What to work on
Each record here should be printed again exactly; please leave its pictures out.

Records for this task
╔══

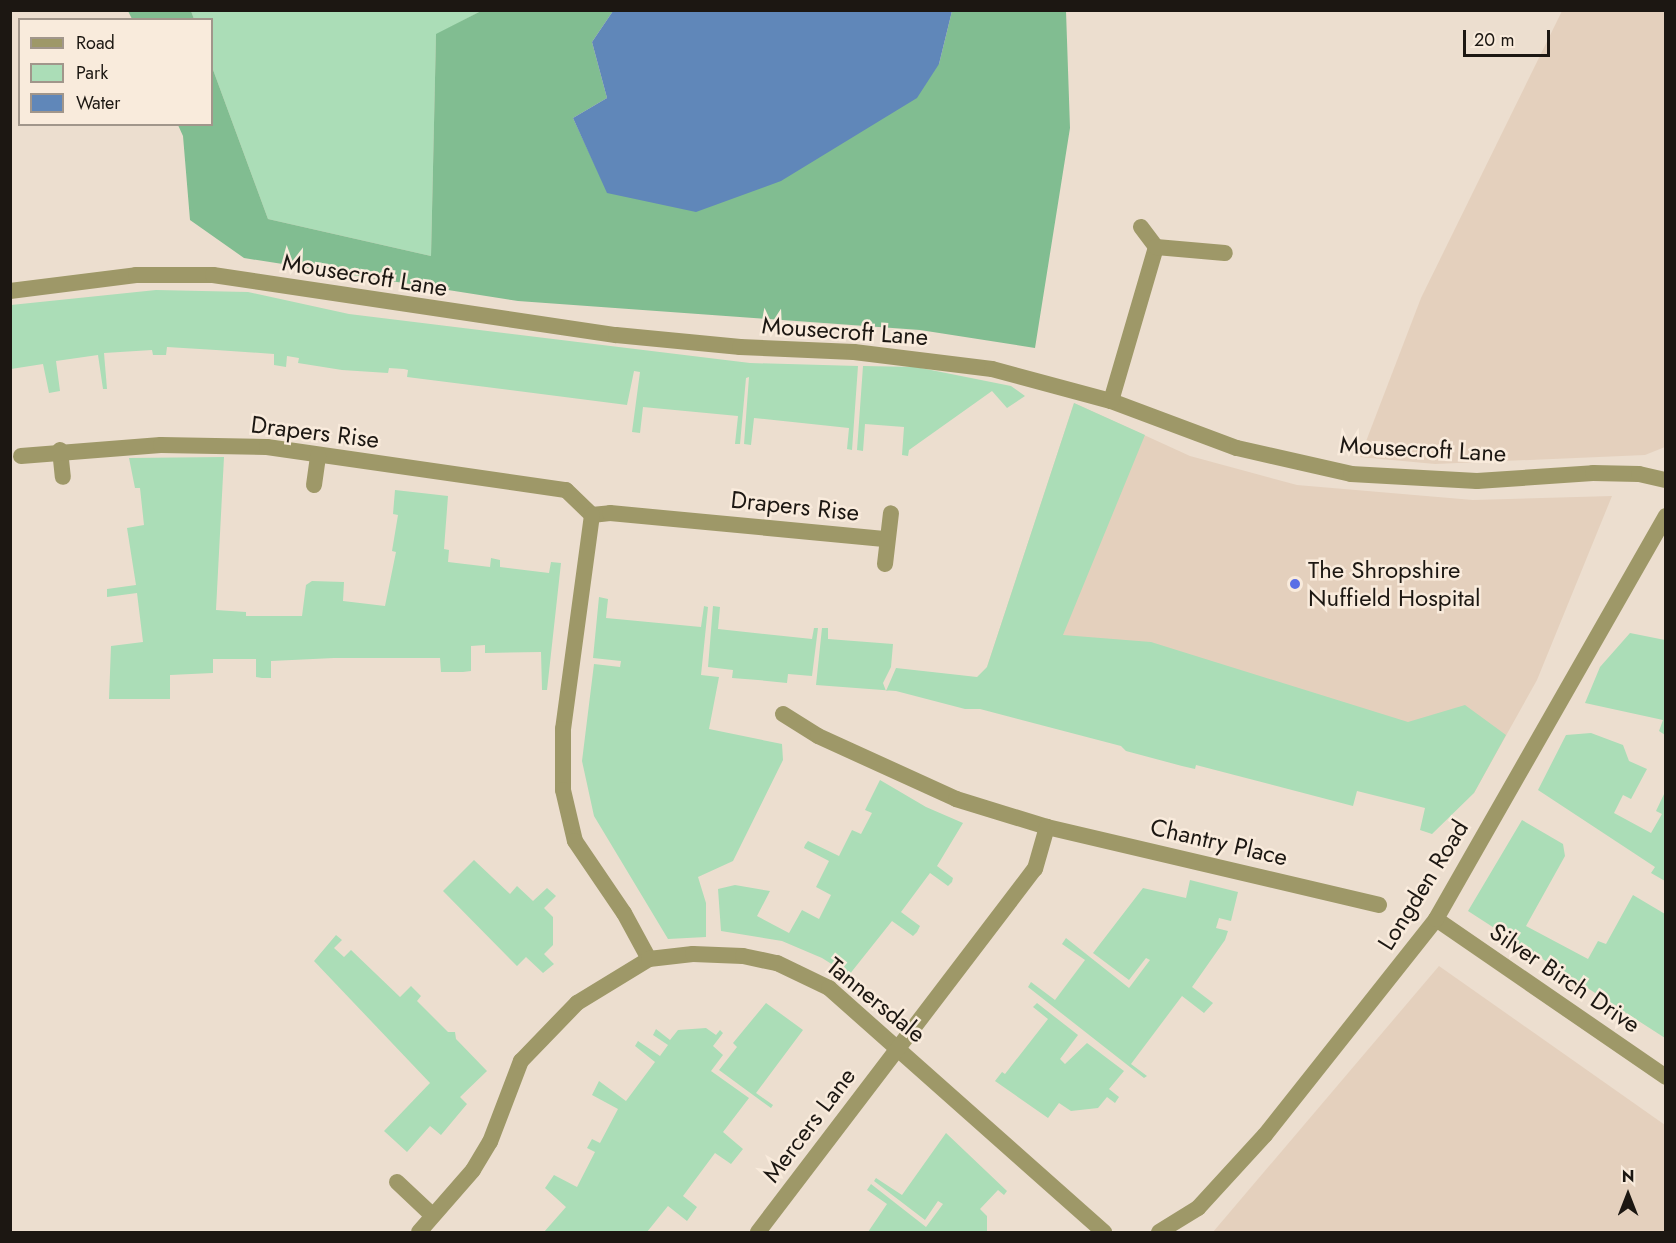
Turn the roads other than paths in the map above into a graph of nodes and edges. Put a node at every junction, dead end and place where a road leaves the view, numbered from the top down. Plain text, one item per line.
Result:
1 (1141, 227) dead end
2 (1156, 247) junction
3 (1225, 253) dead end
4 (10, 291) edge
5 (1111, 401) junction
6 (60, 450) junction
7 (318, 455) junction
8 (21, 456) dead end
9 (63, 477) dead end
10 (1665, 480) edge
11 (314, 485) dead end
12 (891, 513) dead end
13 (592, 515) junction
14 (1665, 516) edge
15 (887, 539) junction
16 (885, 564) dead end
17 (783, 714) dead end
18 (1047, 826) junction
19 (1379, 906) dead end
20 (1436, 919) junction
21 (649, 959) junction
22 (898, 1047) junction
23 (1665, 1077) edge
24 (397, 1182) dead end
25 (432, 1215) junction
26 (419, 1233) edge
27 (758, 1233) edge
28 (1104, 1233) edge
29 (1160, 1233) edge

1 - 2 street
2 - 3 street
2 - 5 street
4 - 5 street, Mousecroft Lane
5 - 10 street, Mousecroft Lane
6 - 7 street, Drapers Rise
6 - 8 street, Drapers Rise
6 - 9 street
7 - 11 street
7 - 13 street, Drapers Rise
12 - 15 street, Drapers Rise
13 - 15 street, Drapers Rise
13 - 21 street
14 - 20 street, Longden Road
15 - 16 street, Drapers Rise
17 - 18 street, Chantry Place
18 - 19 street, Chantry Place
18 - 22 street
20 - 23 street, Silver Birch Drive
20 - 29 street, Longden Road
21 - 22 street, Tannersdale
21 - 25 street, Tannersdale
22 - 27 street, Mercers Lane
22 - 28 street, Tannersdale
24 - 25 street
25 - 26 street, Tannersdale

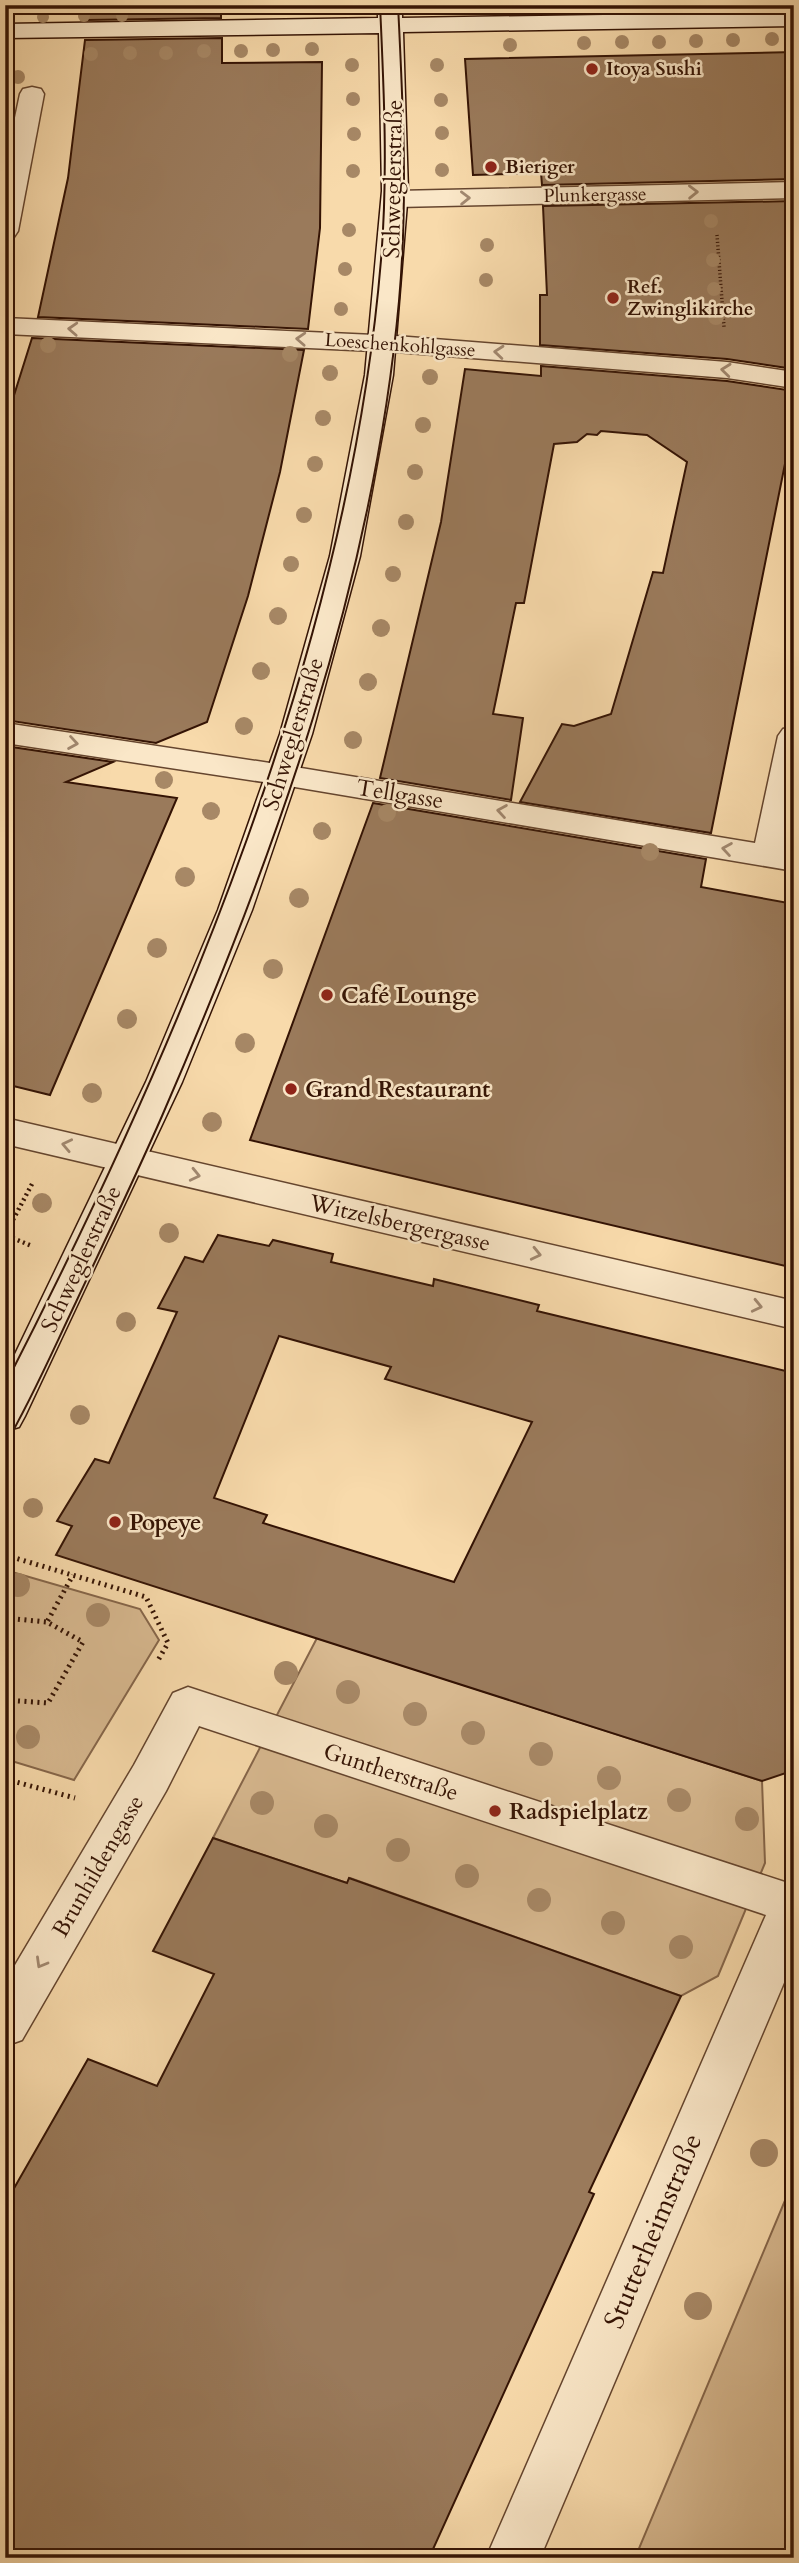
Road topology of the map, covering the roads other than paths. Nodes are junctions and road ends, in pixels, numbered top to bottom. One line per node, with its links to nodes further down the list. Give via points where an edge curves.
1 (391, 15): 2 (street); 3 (street); 6 (street, Schweglerstraße)
2 (794, 19)
3 (5, 30)
4 (32, 94): 7 (street)
5 (794, 190): 6 (street, Plunkergasse, one-way to 5)
6 (397, 199): 9 (street, Schweglerstraße)
7 (5, 231)
8 (5, 326): 9 (street, Loeschenkohlgasse, one-way to 8)
9 (386, 343): 10 (street, Loeschenkohlgasse, one-way to 9, via 727,370); 13 (street, Schweglerstraße, via 347,544)
10 (794, 380)
11 (5, 733): 13 (street, Tellgasse, one-way to 13)
12 (794, 736): 14 (street)
13 (283, 775): 14 (street, Tellgasse, one-way to 13); 16 (street, Schweglerstraße, via 206,982)
14 (781, 858)
15 (5, 1131): 16 (street, Witzelsbergergasse, one-way to 15)
16 (128, 1159): 17 (street, Witzelsbergergasse, one-way to 17); 18 (street, Schweglerstraße)
17 (794, 1315)
18 (5, 1416)
19 (188, 1705): 20 (street, Guntherstraße); 21 (street, Brunhildengasse, one-way to 21)
20 (794, 1904): 22 (street, Stutterheimstraße)
21 (5, 2025)
22 (513, 2558)

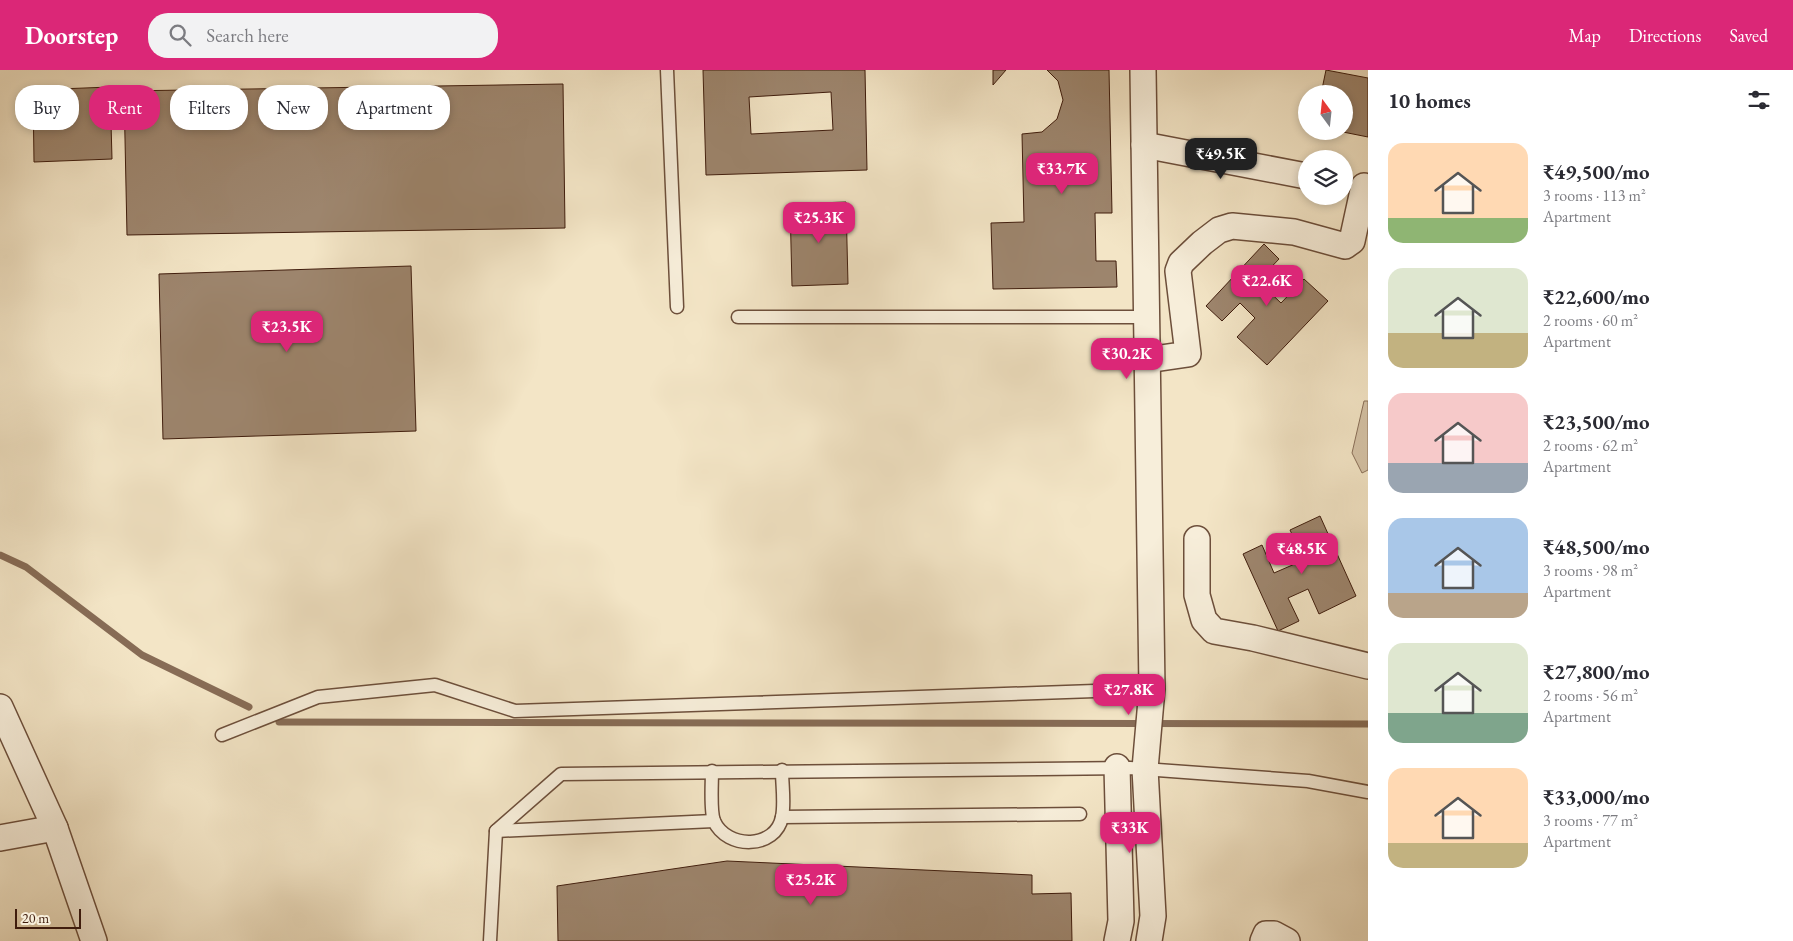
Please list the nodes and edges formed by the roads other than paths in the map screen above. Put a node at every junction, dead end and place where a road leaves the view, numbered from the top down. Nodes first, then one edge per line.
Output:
1 (667, 70) edge
2 (1143, 70) edge
3 (1144, 145) junction
4 (1298, 174) edge
5 (1359, 185) edge
6 (677, 307) dead end
7 (1146, 316) junction
8 (738, 317) dead end
9 (1147, 360) junction
10 (1197, 539) dead end
11 (1368, 666) edge
12 (1152, 689) junction
13 (0, 707) edge
14 (222, 735) dead end
15 (1145, 757) junction
16 (1117, 767) junction
17 (782, 770) junction
18 (712, 771) junction
19 (1368, 792) edge
20 (1080, 814) dead end
21 (782, 817) junction
22 (714, 821) junction
23 (54, 828) junction
24 (496, 831) junction
25 (0, 838) edge
26 (94, 941) edge
27 (490, 941) edge
28 (1117, 941) edge
29 (1149, 941) edge
30 (1263, 941) edge
31 (1288, 941) edge

1 - 6 lane
2 - 3 street
3 - 4 street
3 - 7 street
5 - 9 street
7 - 8 lane
7 - 9 street
9 - 12 street
10 - 11 street
12 - 14 lane
12 - 15 street
13 - 23 street
15 - 16 lane
15 - 19 lane
15 - 29 street
16 - 17 lane
16 - 28 street
17 - 18 lane
17 - 21 lane
18 - 22 lane
18 - 24 lane
20 - 21 lane
21 - 22 lane
22 - 24 lane
23 - 25 street
23 - 26 street
24 - 27 lane
30 - 31 street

╚══

Exercise output
Turn the roads other than paths in the map above into a graph of nodes and edges. Put a node at every junction, dead end and place where a road leaves the view, numbered from the top down. Plain text, one item per line.
Result:
1 (1141, 227) dead end
2 (1156, 247) junction
3 (1225, 253) dead end
4 (10, 291) edge
5 (1111, 401) junction
6 (60, 450) junction
7 (318, 455) junction
8 (21, 456) dead end
9 (63, 477) dead end
10 (1665, 480) edge
11 (314, 485) dead end
12 (891, 513) dead end
13 (592, 515) junction
14 (1665, 516) edge
15 (887, 539) junction
16 (885, 564) dead end
17 (783, 714) dead end
18 (1047, 826) junction
19 (1379, 906) dead end
20 (1436, 919) junction
21 (649, 959) junction
22 (898, 1047) junction
23 (1665, 1077) edge
24 (397, 1182) dead end
25 (432, 1215) junction
26 (419, 1233) edge
27 (758, 1233) edge
28 (1104, 1233) edge
29 (1160, 1233) edge

1 - 2 street
2 - 3 street
2 - 5 street
4 - 5 street, Mousecroft Lane
5 - 10 street, Mousecroft Lane
6 - 7 street, Drapers Rise
6 - 8 street, Drapers Rise
6 - 9 street
7 - 11 street
7 - 13 street, Drapers Rise
12 - 15 street, Drapers Rise
13 - 15 street, Drapers Rise
13 - 21 street
14 - 20 street, Longden Road
15 - 16 street, Drapers Rise
17 - 18 street, Chantry Place
18 - 19 street, Chantry Place
18 - 22 street
20 - 23 street, Silver Birch Drive
20 - 29 street, Longden Road
21 - 22 street, Tannersdale
21 - 25 street, Tannersdale
22 - 27 street, Mercers Lane
22 - 28 street, Tannersdale
24 - 25 street
25 - 26 street, Tannersdale

Road topology of the map, covering the roads other than paths. Nodes are junctions and road ends, in pixels, numbered top to bottom. One line per node, with its links to nodes further down the list. Give via points where an edge curves.
1 (391, 15): 2 (street); 3 (street); 6 (street, Schweglerstraße)
2 (794, 19)
3 (5, 30)
4 (32, 94): 7 (street)
5 (794, 190): 6 (street, Plunkergasse, one-way to 5)
6 (397, 199): 9 (street, Schweglerstraße)
7 (5, 231)
8 (5, 326): 9 (street, Loeschenkohlgasse, one-way to 8)
9 (386, 343): 10 (street, Loeschenkohlgasse, one-way to 9, via 727,370); 13 (street, Schweglerstraße, via 347,544)
10 (794, 380)
11 (5, 733): 13 (street, Tellgasse, one-way to 13)
12 (794, 736): 14 (street)
13 (283, 775): 14 (street, Tellgasse, one-way to 13); 16 (street, Schweglerstraße, via 206,982)
14 (781, 858)
15 (5, 1131): 16 (street, Witzelsbergergasse, one-way to 15)
16 (128, 1159): 17 (street, Witzelsbergergasse, one-way to 17); 18 (street, Schweglerstraße)
17 (794, 1315)
18 (5, 1416)
19 (188, 1705): 20 (street, Guntherstraße); 21 (street, Brunhildengasse, one-way to 21)
20 (794, 1904): 22 (street, Stutterheimstraße)
21 (5, 2025)
22 (513, 2558)

Please list the nodes and edges formed by the roads other than paths in the map screen above. Put a node at every junction, dead end and place where a road leaves the view, numbered from the top down. Nodes first, then one edge per line.
Output:
1 (667, 70) edge
2 (1143, 70) edge
3 (1144, 145) junction
4 (1298, 174) edge
5 (1359, 185) edge
6 (677, 307) dead end
7 (1146, 316) junction
8 (738, 317) dead end
9 (1147, 360) junction
10 (1197, 539) dead end
11 (1368, 666) edge
12 (1152, 689) junction
13 (0, 707) edge
14 (222, 735) dead end
15 (1145, 757) junction
16 (1117, 767) junction
17 (782, 770) junction
18 (712, 771) junction
19 (1368, 792) edge
20 (1080, 814) dead end
21 (782, 817) junction
22 (714, 821) junction
23 (54, 828) junction
24 (496, 831) junction
25 (0, 838) edge
26 (94, 941) edge
27 (490, 941) edge
28 (1117, 941) edge
29 (1149, 941) edge
30 (1263, 941) edge
31 (1288, 941) edge

1 - 6 lane
2 - 3 street
3 - 4 street
3 - 7 street
5 - 9 street
7 - 8 lane
7 - 9 street
9 - 12 street
10 - 11 street
12 - 14 lane
12 - 15 street
13 - 23 street
15 - 16 lane
15 - 19 lane
15 - 29 street
16 - 17 lane
16 - 28 street
17 - 18 lane
17 - 21 lane
18 - 22 lane
18 - 24 lane
20 - 21 lane
21 - 22 lane
22 - 24 lane
23 - 25 street
23 - 26 street
24 - 27 lane
30 - 31 street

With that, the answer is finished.